This summer I went to Alaska for the second time in three years. Of course, Alaska is a very big state. "Divide it in half and Texas would be the third largest state in the Union," I heard from more than one Alaskan. It would be more accurate to say I visited the Wrangell/St. Elias National Park for the second time in three years. More accurate still to say I returned to McCarthy, AK. I did so, in part, because I had such a good time there the first time. I did so also because, after that first time, I had friends in the area eager for my return. But mostly, I returned because the first time I discovered the magic that is McCarthy and the Wrangell Mountain Center, particularly the week-long writer's workshop they put on in August.
My approach to this sort of travel contrasts with my mother's. Where she went for breadth of experience across a region, I go for depth of experience in a more localized place. Where she planned extensively with a meticulous itinerary, I plan a little but leave a lot up to serendipity. For sure, there was some planning. I coordinated my visit with my Anchorage friend, Maria Shell. Figuring out how to negotiate the trek from Anchorage to McCarthy takes no small amount of planning. Doing so with a WMC board member charged with stocking up the larder at the center also requires some planning. But Maria is nothing if not efficient and organized. And so I found myself stepping into a very Alaska experience -- "the big shop" done for one's self and for anyone along the way who's heard you are picking up supplies. Maria, to her credit, worried that she was asking too much of her vacationing friends (myself and her college friend, Laurene) -- but I wouldn't have traded the experience or this role for anything. Sure, fitting all those supplies into her car along with our own gear was a challenge, but that was part of the fun.
In Chitina, before moving on to the tire-eating rails-to-washboard-road 60 mile route off the grid to McCarthy, we picked up WMC executive director, Jeremy Pataki. Jeremy eased into our group easily and provided many an amusing story and stop on the way to McCarthy.
We had a few days to settle into McCarthy, which included the Blackburn Music Festival that just happened to coincide with our arrival. No great planning, that. Again, serendipity. But such a wonderful experience, and such excellent music. A good time was had by all!
And then, a few glacier hikes and beers at The Golden later, it was all over and I was on my way back to Anchorage for a few days before heading home to the start (whiz bang!) of the new semester. Hard to believe that I had spent two weeks in one little off-the-grid town in the middle of nowhere.

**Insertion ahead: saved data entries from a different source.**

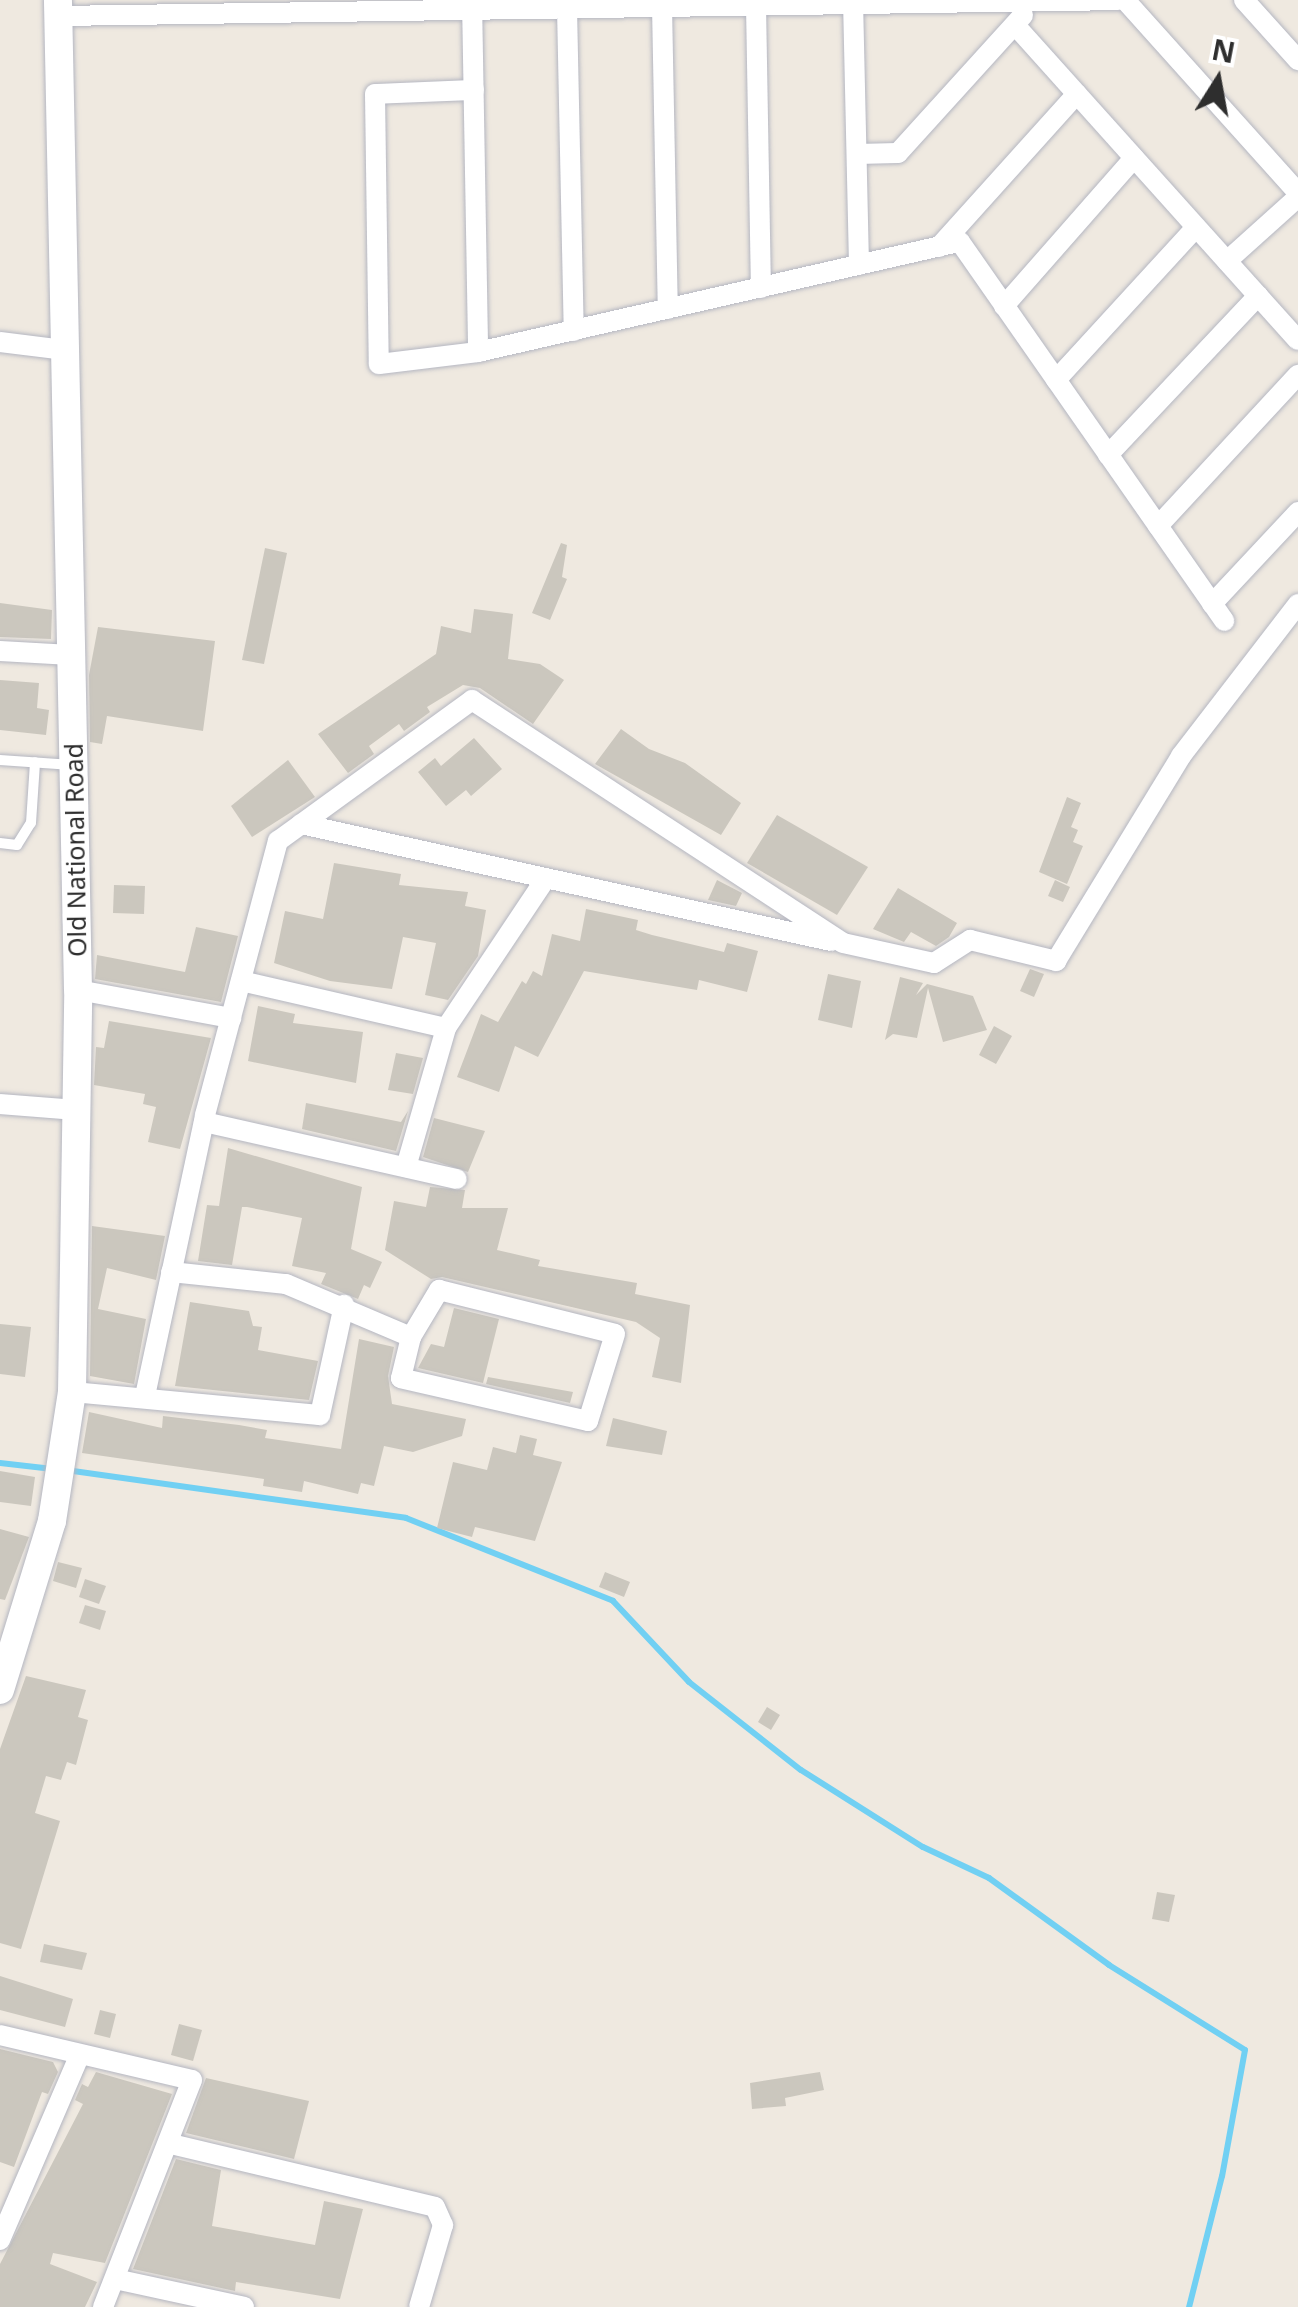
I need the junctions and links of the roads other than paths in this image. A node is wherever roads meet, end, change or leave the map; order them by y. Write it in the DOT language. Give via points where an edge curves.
graph roads {
  1 [pos="1041,0"];
  2 [pos="1121,0"];
  3 [pos="1244,0"];
  4 [pos="853,2"];
  5 [pos="472,5"];
  6 [pos="756,5"];
  7 [pos="662,6"];
  8 [pos="58,8"];
  9 [pos="568,8"];
  10 [pos="1014,25"];
  11 [pos="1298,60"];
  12 [pos="474,90"];
  13 [pos="1077,94"];
  14 [pos="857,154"];
  15 [pos="1134,158"];
  16 [pos="1298,194"];
  17 [pos="1196,227"];
  18 [pos="939,247"];
  19 [pos="1227,261"];
  20 [pos="859,266"];
  21 [pos="761,288"];
  22 [pos="1258,296"];
  23 [pos="1004,306"];
  24 [pos="668,309"];
  25 [pos="574,331"];
  26 [pos="1298,340"];
  27 [pos="0,342"];
  28 [pos="64,350"];
  29 [pos="478,352"];
  30 [pos="1298,374"];
  31 [pos="1056,380"];
  32 [pos="1108,454"];
  33 [pos="1298,512"];
  34 [pos="1158,526"];
  35 [pos="1298,604"];
  36 [pos="0,651"];
  37 [pos="70,656"];
  38 [pos="0,760"];
  39 [pos="35,762"];
  40 [pos="73,766"];
  41 [pos="302,824"];
  42 [pos="0,843"];
  43 [pos="546,878"];
  44 [pos="842,944"];
  45 [pos="241,981"];
  46 [pos="78,990"];
  47 [pos="231,1018"];
  48 [pos="446,1028"];
  49 [pos="0,1104"];
  50 [pos="76,1110"];
  51 [pos="204,1122"];
  52 [pos="406,1167"];
  53 [pos="458,1178"];
  54 [pos="171,1272"];
  55 [pos="344,1305"];
  56 [pos="411,1337"];
  57 [pos="72,1392"];
  58 [pos="144,1396"];
  59 [pos="7,1648"];
  60 [pos="0,1690"];
  61 [pos="0,2035"];
  62 [pos="79,2057"];
  63 [pos="171,2144"];
  64 [pos="0,2240"];
  65 [pos="115,2279"];
  66 [pos="103,2307"];
  67 [pos="244,2307"];
  68 [pos="419,2307"];
  1 -- 2 [label="street"];
  1 -- 4 [label="street"];
  1 -- 10 [label="street"];
  2 -- 16 [label="street"];
  3 -- 11 [label="street"];
  4 -- 6 [label="street"];
  4 -- 14 [label="street"];
  5 -- 8 [label="street"];
  5 -- 9 [label="street"];
  5 -- 12 [label="street"];
  6 -- 7 [label="street"];
  6 -- 21 [label="street"];
  7 -- 9 [label="street"];
  7 -- 24 [label="street"];
  8 -- 28 [label="main road, Old National Road"];
  9 -- 25 [label="street"];
  10 -- 13 [label="street"];
  10 -- 14 [label="street" via="898,153"];
  12 -- 29 [label="street"];
  12 -- 29 [label="street" via="375,94 374,119 379,364"];
  13 -- 15 [label="street"];
  13 -- 18 [label="street"];
  14 -- 20 [label="street"];
  15 -- 17 [label="street"];
  15 -- 23 [label="street"];
  16 -- 19 [label="street"];
  17 -- 19 [label="street"];
  17 -- 31 [label="street"];
  18 -- 20 [label="street"];
  18 -- 23 [label="street" via="960,242"];
  19 -- 22 [label="street"];
  20 -- 21 [label="street"];
  21 -- 24 [label="street"];
  22 -- 26 [label="street"];
  22 -- 32 [label="street"];
  23 -- 31 [label="street"];
  24 -- 25 [label="street"];
  25 -- 29 [label="street"];
  27 -- 28 [label="street"];
  28 -- 37 [label="main road, Old National Road"];
  30 -- 34 [label="street"];
  31 -- 32 [label="street"];
  32 -- 34 [label="street"];
  33 -- 34 [label="street" via="1218,612"];
  35 -- 44 [label="street" via="1181,756 1065,954 1045,961 970,940 934,964"];
  36 -- 37 [label="street"];
  37 -- 40 [label="main road, Old National Road"];
  38 -- 39 [label="lane"];
  39 -- 40 [label="lane"];
  39 -- 42 [label="lane" via="32,823 17,845"];
  40 -- 46 [label="main road, Old National Road"];
  41 -- 43 [label="street"];
  41 -- 44 [label="street" via="472,700"];
  41 -- 45 [label="street" via="278,842"];
  43 -- 44 [label="street"];
  43 -- 48 [label="street"];
  45 -- 47 [label="street"];
  45 -- 48 [label="street"];
  46 -- 47 [label="street"];
  46 -- 50 [label="main road, Old National Road"];
  47 -- 51 [label="street"];
  48 -- 52 [label="street"];
  49 -- 50 [label="street"];
  50 -- 57 [label="main road, Old National Road"];
  51 -- 52 [label="street"];
  51 -- 54 [label="street"];
  52 -- 53 [label="street"];
  54 -- 55 [label="street" via="286,1284"];
  54 -- 58 [label="street"];
  55 -- 56 [label="street"];
  55 -- 58 [label="street" via="320,1415"];
  56 -- 56 [label="street" via="439,1290 615,1334 588,1421 401,1378"];
  57 -- 58 [label="street"];
  57 -- 59 [label="main road, Old National Road" via="58,1482"];
  59 -- 60 [label="main road, Old National Road"];
  61 -- 62 [label="street"];
  62 -- 63 [label="street" via="192,2080"];
  62 -- 64 [label="street"];
  63 -- 65 [label="street"];
  63 -- 68 [label="street" via="435,2207 443,2226"];
  65 -- 66 [label="street"];
  65 -- 67 [label="street"];
}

I tell people I went to Alaska. They ask if I went to Sitka or traveled by coastal ferry. They ask if I saw Glacier Bay or killer whales. Did I go to Denali? Did I see former Governor Palin or go to Wasilla? I tell them no, I went to McCarthy in the heart of the Wrangell Mountains. Most have never heard of the place. Those few who have wonder why I would spend so much time there. McCarthy remains for now, thankfully, off most tourists' radar. It is truly a magical place. Or maybe the magic is in my process, my way of encountering it. In the end, though, I had so many magical experiences that could not have been planned:
- Being guided to an artesian spring by a wood elf.
- Discovering a singer/song writer I think may be on the cusp of broader discovery in the lower 48 (Justin Farren)
- Getting brain freeze from drinking water straight off a glacier.
- Hot toddies on a glacier in the rain.
- Reading creative writing in a tent while drinking bag wine.
- Getting poked in the eye by a toddler and having the experience bring us closer. (I love you, Izi!)
- Waking early to a sunrise that caused cloud draped mountains and glaciers to glow.
- Sweet encounters with a ptarmigan, hoary marmot, and ground squirrel.
- A sauna in a bush cabin -- best sweat ever! Thanks, Nancy!
- Learning about the Deborah Number while standing on the dirty foot of a glacier.
- Discovering a strong queer presence in an isolated community.
- Weathering monsoon rains dryly in a new tent.
- Falling in love with open mic night at The Golden and how it serves to bring community together.
- Hearing stories from adventure guides about how the interpersonal communication with clients is far more challenging than much of the technical aspects of mountaineering.
- Eating a variety of fresh berries straight off the plants. High bush and low bush cranberries. Wild currant. High bush and low bush blueberry.
- Being held over a moran on a glacier and recalling the local stand-up comic's routine, by turns hilarious and horrifying, about what would happen if I fell in.
- Learning about the geology of the region by examining a picnic table full of local rocks.
- A personal tour of a subsistence homestead by a man who has lived year-round in the Wrangells for 23 years.
- Seeing a lynx bounding away through the alders.
All the brochures and travel guides in the world could not have prepared me for these encounters. Thanks, ma, for the travel bug, but you know I gotta do it my way.